→ **Task statement**: Write each entry out once more, please, precisely as shown.
=== Dataset excerpts ===
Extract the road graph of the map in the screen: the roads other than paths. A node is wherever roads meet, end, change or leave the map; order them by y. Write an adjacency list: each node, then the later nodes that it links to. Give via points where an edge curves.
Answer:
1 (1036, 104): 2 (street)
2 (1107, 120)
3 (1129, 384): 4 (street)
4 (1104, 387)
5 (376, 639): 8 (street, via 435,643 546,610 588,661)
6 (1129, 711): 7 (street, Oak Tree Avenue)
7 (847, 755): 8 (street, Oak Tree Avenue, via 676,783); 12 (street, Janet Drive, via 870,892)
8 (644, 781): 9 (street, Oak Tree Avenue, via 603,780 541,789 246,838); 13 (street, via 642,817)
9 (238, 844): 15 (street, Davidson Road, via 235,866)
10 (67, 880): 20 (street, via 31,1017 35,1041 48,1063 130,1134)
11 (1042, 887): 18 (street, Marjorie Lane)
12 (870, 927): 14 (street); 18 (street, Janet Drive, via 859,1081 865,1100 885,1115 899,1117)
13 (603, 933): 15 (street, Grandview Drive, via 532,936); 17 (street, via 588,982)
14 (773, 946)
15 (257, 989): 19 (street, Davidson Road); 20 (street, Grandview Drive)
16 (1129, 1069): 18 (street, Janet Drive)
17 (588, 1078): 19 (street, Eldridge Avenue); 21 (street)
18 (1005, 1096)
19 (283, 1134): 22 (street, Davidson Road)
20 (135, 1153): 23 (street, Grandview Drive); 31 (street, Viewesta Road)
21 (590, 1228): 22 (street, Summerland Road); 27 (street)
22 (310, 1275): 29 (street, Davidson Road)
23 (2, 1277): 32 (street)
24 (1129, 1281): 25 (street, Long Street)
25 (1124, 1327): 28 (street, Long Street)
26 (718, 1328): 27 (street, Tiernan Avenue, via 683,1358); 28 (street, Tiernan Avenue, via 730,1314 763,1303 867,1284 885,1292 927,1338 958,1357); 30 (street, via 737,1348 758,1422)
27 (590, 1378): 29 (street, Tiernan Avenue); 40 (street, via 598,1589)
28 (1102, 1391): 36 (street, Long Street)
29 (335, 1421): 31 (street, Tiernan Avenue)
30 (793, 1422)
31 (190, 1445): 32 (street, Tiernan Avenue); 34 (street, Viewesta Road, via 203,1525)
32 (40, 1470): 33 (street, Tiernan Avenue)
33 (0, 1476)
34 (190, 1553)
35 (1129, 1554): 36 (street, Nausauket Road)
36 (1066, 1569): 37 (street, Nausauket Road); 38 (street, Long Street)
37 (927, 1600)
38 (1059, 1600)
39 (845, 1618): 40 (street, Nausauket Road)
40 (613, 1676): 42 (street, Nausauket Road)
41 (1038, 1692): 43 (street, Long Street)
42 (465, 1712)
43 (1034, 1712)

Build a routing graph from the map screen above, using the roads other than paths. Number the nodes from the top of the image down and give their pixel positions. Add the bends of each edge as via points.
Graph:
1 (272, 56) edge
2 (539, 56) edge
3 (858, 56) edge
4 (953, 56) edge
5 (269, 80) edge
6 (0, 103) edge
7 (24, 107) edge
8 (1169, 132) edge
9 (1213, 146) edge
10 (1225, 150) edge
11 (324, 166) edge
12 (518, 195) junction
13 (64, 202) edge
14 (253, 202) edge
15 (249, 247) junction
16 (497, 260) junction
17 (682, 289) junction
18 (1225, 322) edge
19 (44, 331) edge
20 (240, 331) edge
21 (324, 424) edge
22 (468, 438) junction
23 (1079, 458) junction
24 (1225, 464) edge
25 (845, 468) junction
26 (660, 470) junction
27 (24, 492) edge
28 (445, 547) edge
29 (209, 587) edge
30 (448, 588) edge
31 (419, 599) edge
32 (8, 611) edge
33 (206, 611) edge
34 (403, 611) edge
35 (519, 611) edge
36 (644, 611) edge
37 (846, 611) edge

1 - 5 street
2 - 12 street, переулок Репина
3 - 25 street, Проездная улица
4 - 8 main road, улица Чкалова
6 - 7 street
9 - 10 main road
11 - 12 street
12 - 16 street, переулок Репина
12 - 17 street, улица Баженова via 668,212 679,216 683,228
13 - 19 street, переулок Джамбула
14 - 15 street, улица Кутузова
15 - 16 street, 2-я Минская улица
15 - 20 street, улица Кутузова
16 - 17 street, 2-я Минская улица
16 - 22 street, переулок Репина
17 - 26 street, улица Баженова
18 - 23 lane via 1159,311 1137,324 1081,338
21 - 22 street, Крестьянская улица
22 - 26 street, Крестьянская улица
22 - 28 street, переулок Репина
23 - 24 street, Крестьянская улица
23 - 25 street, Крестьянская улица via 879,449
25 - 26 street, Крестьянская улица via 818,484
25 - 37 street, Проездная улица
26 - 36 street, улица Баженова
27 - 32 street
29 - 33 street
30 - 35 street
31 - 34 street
===
→ **Response to this exercise**:
Extract the road graph of the map in the screen: the roads other than paths. A node is wherever roads meet, end, change or leave the map; order them by y. Write an adjacency list: each node, then the later nodes that it links to. Give via points where an edge curves.
Answer:
1 (1036, 104): 2 (street)
2 (1107, 120)
3 (1129, 384): 4 (street)
4 (1104, 387)
5 (376, 639): 8 (street, via 435,643 546,610 588,661)
6 (1129, 711): 7 (street, Oak Tree Avenue)
7 (847, 755): 8 (street, Oak Tree Avenue, via 676,783); 12 (street, Janet Drive, via 870,892)
8 (644, 781): 9 (street, Oak Tree Avenue, via 603,780 541,789 246,838); 13 (street, via 642,817)
9 (238, 844): 15 (street, Davidson Road, via 235,866)
10 (67, 880): 20 (street, via 31,1017 35,1041 48,1063 130,1134)
11 (1042, 887): 18 (street, Marjorie Lane)
12 (870, 927): 14 (street); 18 (street, Janet Drive, via 859,1081 865,1100 885,1115 899,1117)
13 (603, 933): 15 (street, Grandview Drive, via 532,936); 17 (street, via 588,982)
14 (773, 946)
15 (257, 989): 19 (street, Davidson Road); 20 (street, Grandview Drive)
16 (1129, 1069): 18 (street, Janet Drive)
17 (588, 1078): 19 (street, Eldridge Avenue); 21 (street)
18 (1005, 1096)
19 (283, 1134): 22 (street, Davidson Road)
20 (135, 1153): 23 (street, Grandview Drive); 31 (street, Viewesta Road)
21 (590, 1228): 22 (street, Summerland Road); 27 (street)
22 (310, 1275): 29 (street, Davidson Road)
23 (2, 1277): 32 (street)
24 (1129, 1281): 25 (street, Long Street)
25 (1124, 1327): 28 (street, Long Street)
26 (718, 1328): 27 (street, Tiernan Avenue, via 683,1358); 28 (street, Tiernan Avenue, via 730,1314 763,1303 867,1284 885,1292 927,1338 958,1357); 30 (street, via 737,1348 758,1422)
27 (590, 1378): 29 (street, Tiernan Avenue); 40 (street, via 598,1589)
28 (1102, 1391): 36 (street, Long Street)
29 (335, 1421): 31 (street, Tiernan Avenue)
30 (793, 1422)
31 (190, 1445): 32 (street, Tiernan Avenue); 34 (street, Viewesta Road, via 203,1525)
32 (40, 1470): 33 (street, Tiernan Avenue)
33 (0, 1476)
34 (190, 1553)
35 (1129, 1554): 36 (street, Nausauket Road)
36 (1066, 1569): 37 (street, Nausauket Road); 38 (street, Long Street)
37 (927, 1600)
38 (1059, 1600)
39 (845, 1618): 40 (street, Nausauket Road)
40 (613, 1676): 42 (street, Nausauket Road)
41 (1038, 1692): 43 (street, Long Street)
42 (465, 1712)
43 (1034, 1712)

Build a routing graph from the map screen above, using the roads other than paths. Number the nodes from the top of the image down and give their pixel positions. Add the bends of each edge as via points.
Graph:
1 (272, 56) edge
2 (539, 56) edge
3 (858, 56) edge
4 (953, 56) edge
5 (269, 80) edge
6 (0, 103) edge
7 (24, 107) edge
8 (1169, 132) edge
9 (1213, 146) edge
10 (1225, 150) edge
11 (324, 166) edge
12 (518, 195) junction
13 (64, 202) edge
14 (253, 202) edge
15 (249, 247) junction
16 (497, 260) junction
17 (682, 289) junction
18 (1225, 322) edge
19 (44, 331) edge
20 (240, 331) edge
21 (324, 424) edge
22 (468, 438) junction
23 (1079, 458) junction
24 (1225, 464) edge
25 (845, 468) junction
26 (660, 470) junction
27 (24, 492) edge
28 (445, 547) edge
29 (209, 587) edge
30 (448, 588) edge
31 (419, 599) edge
32 (8, 611) edge
33 (206, 611) edge
34 (403, 611) edge
35 (519, 611) edge
36 (644, 611) edge
37 (846, 611) edge

1 - 5 street
2 - 12 street, переулок Репина
3 - 25 street, Проездная улица
4 - 8 main road, улица Чкалова
6 - 7 street
9 - 10 main road
11 - 12 street
12 - 16 street, переулок Репина
12 - 17 street, улица Баженова via 668,212 679,216 683,228
13 - 19 street, переулок Джамбула
14 - 15 street, улица Кутузова
15 - 16 street, 2-я Минская улица
15 - 20 street, улица Кутузова
16 - 17 street, 2-я Минская улица
16 - 22 street, переулок Репина
17 - 26 street, улица Баженова
18 - 23 lane via 1159,311 1137,324 1081,338
21 - 22 street, Крестьянская улица
22 - 26 street, Крестьянская улица
22 - 28 street, переулок Репина
23 - 24 street, Крестьянская улица
23 - 25 street, Крестьянская улица via 879,449
25 - 26 street, Крестьянская улица via 818,484
25 - 37 street, Проездная улица
26 - 36 street, улица Баженова
27 - 32 street
29 - 33 street
30 - 35 street
31 - 34 street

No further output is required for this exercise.